When a line below holds the string "East", show that line.

GIVEN DATA —
┄┄┄┄┄┄

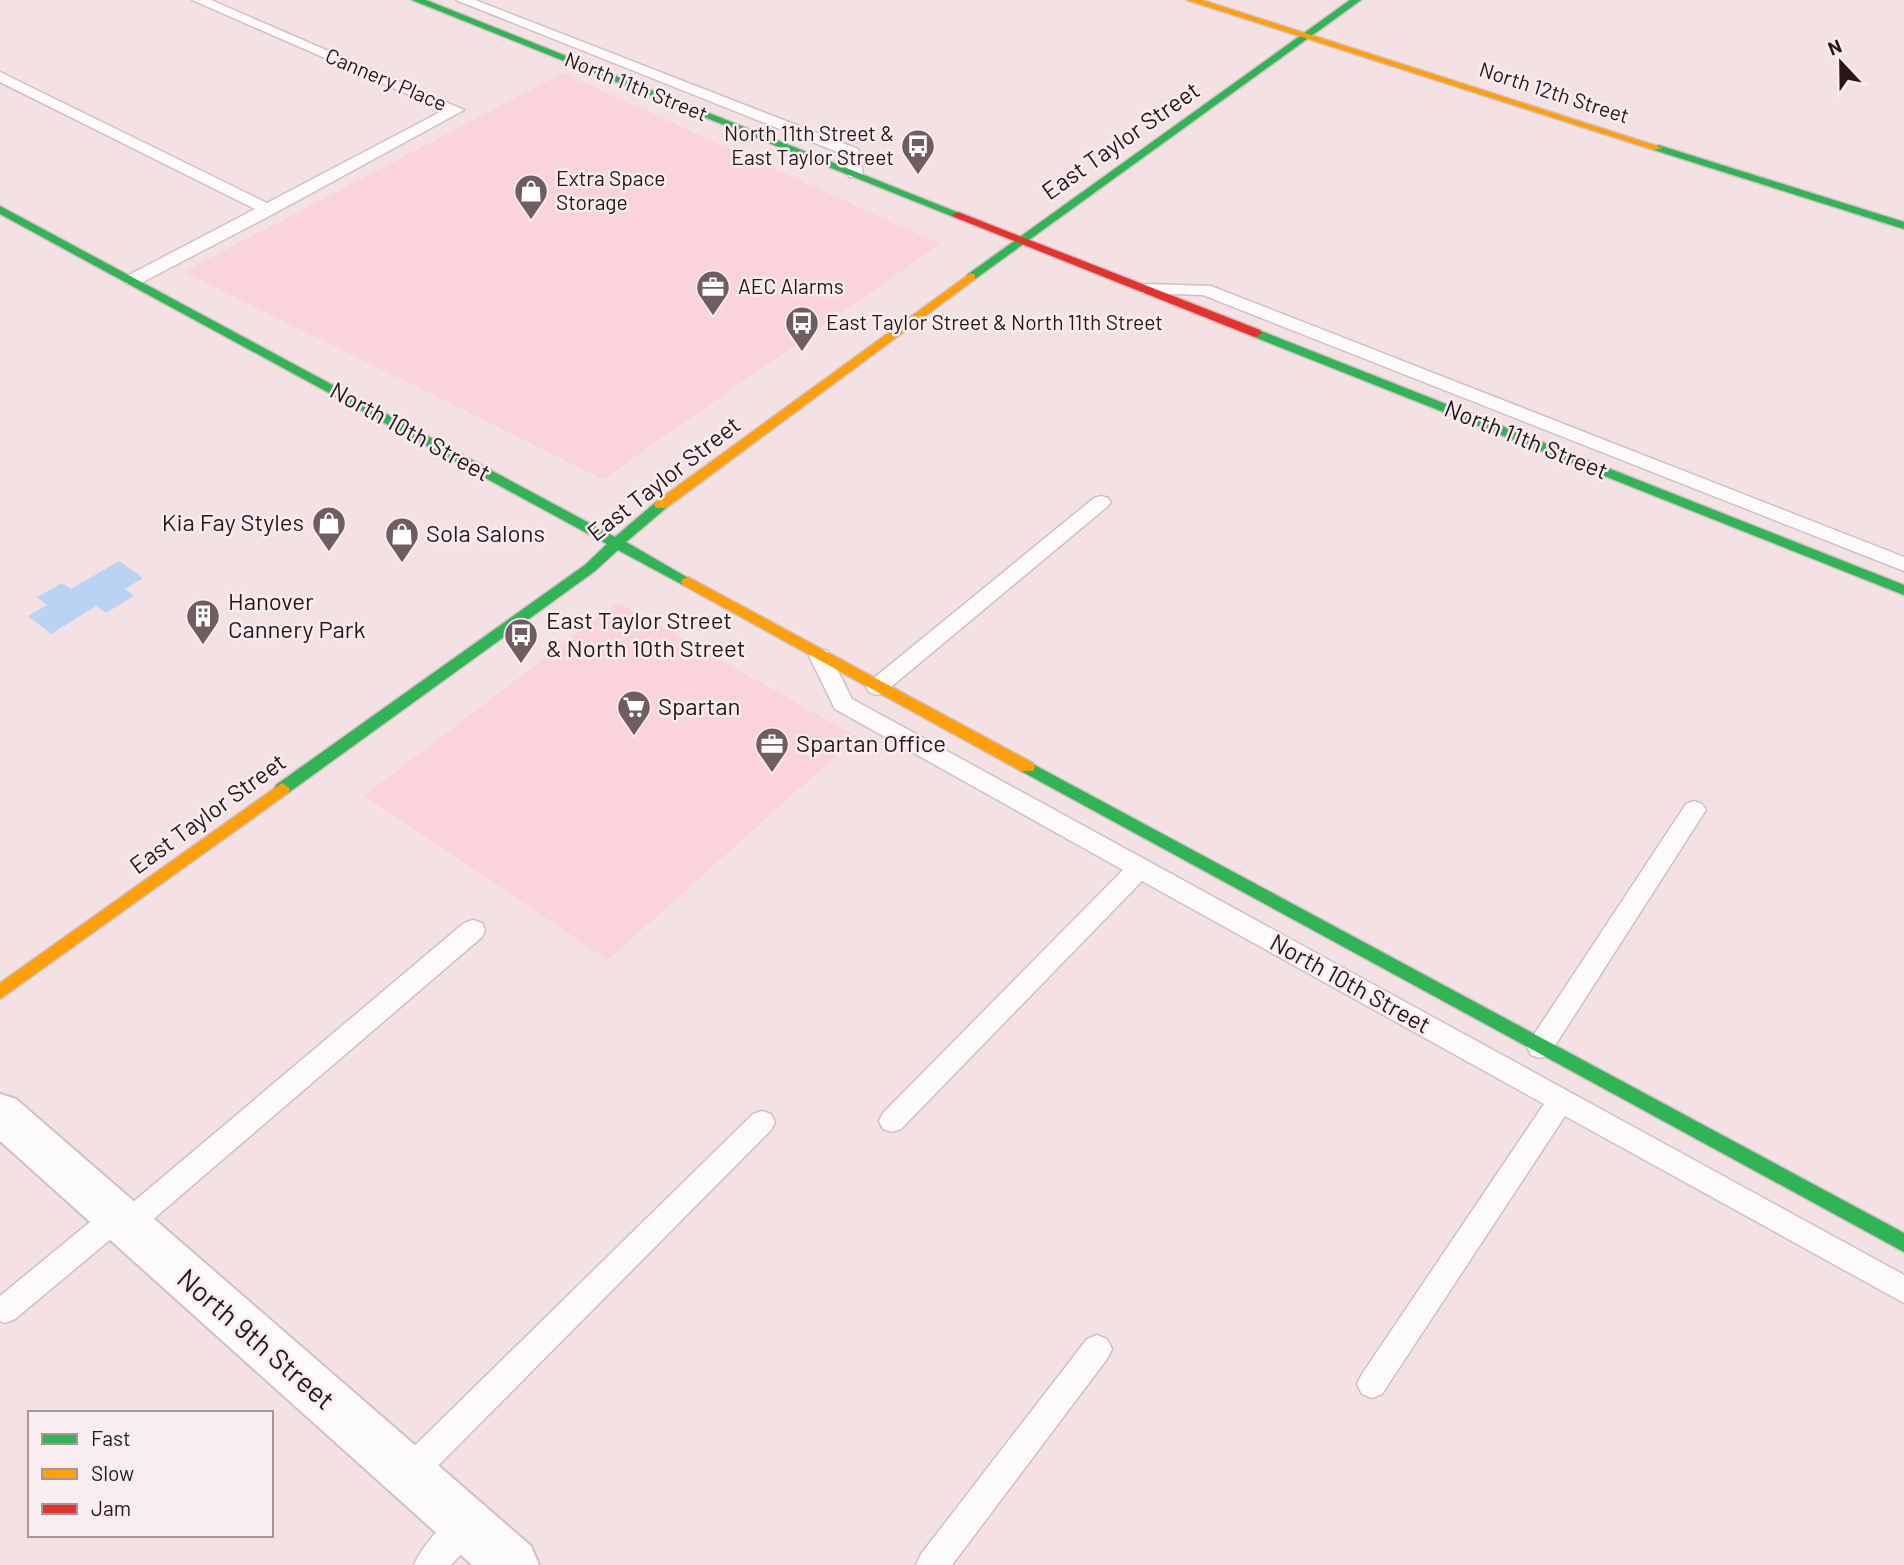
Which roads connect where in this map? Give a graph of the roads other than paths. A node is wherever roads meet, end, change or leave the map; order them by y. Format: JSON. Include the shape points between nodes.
{"nodes":[{"id":1,"x":199,"y":0,"type":"edge"},
{"id":2,"x":417,"y":0,"type":"edge"},
{"id":3,"x":463,"y":0,"type":"edge"},
{"id":4,"x":1192,"y":0,"type":"edge"},
{"id":5,"x":1356,"y":0,"type":"edge"},
{"id":6,"x":1307,"y":37,"type":"junction"},
{"id":7,"x":0,"y":76,"type":"edge"},
{"id":8,"x":855,"y":174,"type":"junction"},
{"id":9,"x":0,"y":209,"type":"edge"},
{"id":10,"x":269,"y":210,"type":"junction"},
{"id":11,"x":1904,"y":226,"type":"edge"},
{"id":12,"x":1022,"y":240,"type":"junction"},
{"id":13,"x":133,"y":280,"type":"junction"},
{"id":14,"x":1148,"y":289,"type":"junction"},
{"id":15,"x":1101,"y":502,"type":"dead end"},
{"id":16,"x":616,"y":544,"type":"junction"},
{"id":17,"x":1904,"y":564,"type":"edge"},
{"id":18,"x":1904,"y":590,"type":"edge"},
{"id":19,"x":820,"y":656,"type":"junction"},
{"id":20,"x":877,"y":687,"type":"junction"},
{"id":21,"x":1694,"y":810,"type":"dead end"},
{"id":22,"x":1140,"y":868,"type":"junction"},
{"id":23,"x":473,"y":930,"type":"dead end"},
{"id":24,"x":0,"y":992,"type":"edge"},
{"id":25,"x":1540,"y":1047,"type":"junction"},
{"id":26,"x":1561,"y":1101,"type":"junction"},
{"id":27,"x":0,"y":1113,"type":"edge"},
{"id":28,"x":892,"y":1121,"type":"dead end"},
{"id":29,"x":762,"y":1122,"type":"dead end"},
{"id":30,"x":122,"y":1221,"type":"junction"},
{"id":31,"x":1904,"y":1243,"type":"edge"},
{"id":32,"x":1904,"y":1290,"type":"edge"},
{"id":33,"x":5,"y":1310,"type":"dead end"},
{"id":34,"x":1097,"y":1349,"type":"dead end"},
{"id":35,"x":1372,"y":1384,"type":"dead end"},
{"id":36,"x":409,"y":1473,"type":"junction"},
{"id":37,"x":467,"y":1525,"type":"junction"},
{"id":38,"x":430,"y":1565,"type":"edge"},
{"id":39,"x":512,"y":1565,"type":"edge"},
{"id":40,"x":932,"y":1565,"type":"edge"}],
"edges":[{"from":1,"to":10,"type":"lane","name":"Cannery Place","via":[[456,110]]},
{"from":2,"to":8,"type":"main road","name":"North 11th Street"},
{"from":3,"to":8,"type":"lane","name":"North 11th Street","via":[[852,152]]},
{"from":4,"to":6,"type":"main road","name":"North 12th Street"},
{"from":5,"to":6,"type":"main road","name":"East Taylor Street"},
{"from":6,"to":11,"type":"main road","name":"North 12th Street"},
{"from":6,"to":12,"type":"main road","name":"East Taylor Street"},
{"from":7,"to":10,"type":"lane"},
{"from":8,"to":12,"type":"main road","name":"North 11th Street"},
{"from":9,"to":13,"type":"main road","name":"North 10th Street"},
{"from":10,"to":13,"type":"lane","name":"Cannery Place"},
{"from":12,"to":14,"type":"main road","name":"North 11th Street"},
{"from":12,"to":16,"type":"main road","name":"East Taylor Street","via":[[640,521]]},
{"from":13,"to":16,"type":"main road","name":"North 10th Street"},
{"from":14,"to":17,"type":"lane","name":"North 11th Street","via":[[1205,290]]},
{"from":14,"to":18,"type":"main road","name":"North 11th Street"},
{"from":15,"to":20,"type":"lane"},
{"from":16,"to":19,"type":"main road","name":"North 10th Street"},
{"from":16,"to":24,"type":"main road","name":"East Taylor Street","via":[[590,568]]},
{"from":19,"to":20,"type":"main road","name":"North 10th Street"},
{"from":19,"to":22,"type":"lane","name":"North 10th Street","via":[[843,704]]},
{"from":20,"to":25,"type":"main road","name":"North 10th Street"},
{"from":21,"to":25,"type":"lane"},
{"from":22,"to":26,"type":"lane","name":"North 10th Street"},
{"from":22,"to":28,"type":"lane"},
{"from":23,"to":30,"type":"lane"},
{"from":25,"to":31,"type":"main road","name":"North 10th Street"},
{"from":26,"to":32,"type":"lane","name":"North 10th Street"},
{"from":26,"to":35,"type":"lane"},
{"from":27,"to":30,"type":"street","name":"North 9th Street"},
{"from":29,"to":36,"type":"lane"},
{"from":30,"to":33,"type":"lane"},
{"from":30,"to":36,"type":"street","name":"North 9th Street"},
{"from":34,"to":40,"type":"lane"},
{"from":36,"to":37,"type":"street","name":"North 9th Street"},
{"from":37,"to":38,"type":"lane"},
{"from":37,"to":39,"type":"street","name":"North 9th Street"}]}
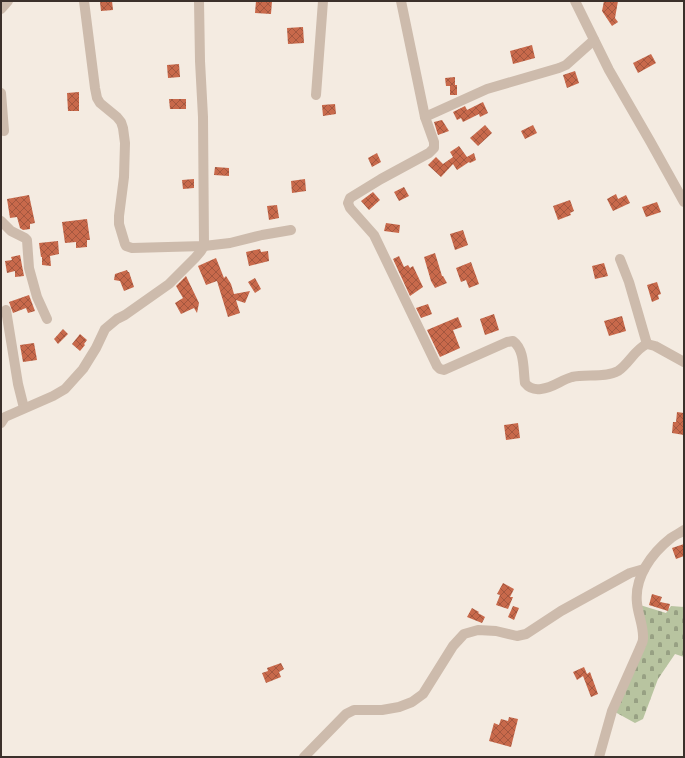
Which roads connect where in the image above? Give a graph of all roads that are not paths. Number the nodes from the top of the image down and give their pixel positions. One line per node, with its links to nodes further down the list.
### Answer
1 (8, 1): 7 (street)
2 (84, 1): 16 (street)
3 (199, 1): 16 (street)
4 (323, 1): 10 (street)
5 (401, 1): 11 (street)
6 (575, 1): 8 (street)
7 (1, 9)
8 (594, 40): 11 (street); 13 (street)
9 (1, 93): 12 (street)
10 (316, 95)
11 (425, 117): 20 (street)
12 (4, 131)
13 (684, 202)
14 (1, 221): 19 (street)
15 (291, 230): 16 (street)
16 (204, 246): 22 (street)
17 (620, 259): 20 (street)
18 (6, 310): 22 (street)
19 (46, 319)
20 (647, 344): 21 (street)
21 (684, 362)
22 (24, 408): 23 (street)
23 (2, 418)
24 (684, 530): 25 (street)
25 (644, 569): 26 (street); 27 (street)
26 (304, 757)
27 (600, 757)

┄┄┄┄┄┄

RESPONSE AREA —
{"from":5,"to":6,"type":"main road","name":"East Taylor Street"},
{"from":6,"to":12,"type":"main road","name":"East Taylor Street"},
{"from":12,"to":16,"type":"main road","name":"East Taylor Street","via":[[640,521]]},
{"from":16,"to":24,"type":"main road","name":"East Taylor Street","via":[[590,568]]},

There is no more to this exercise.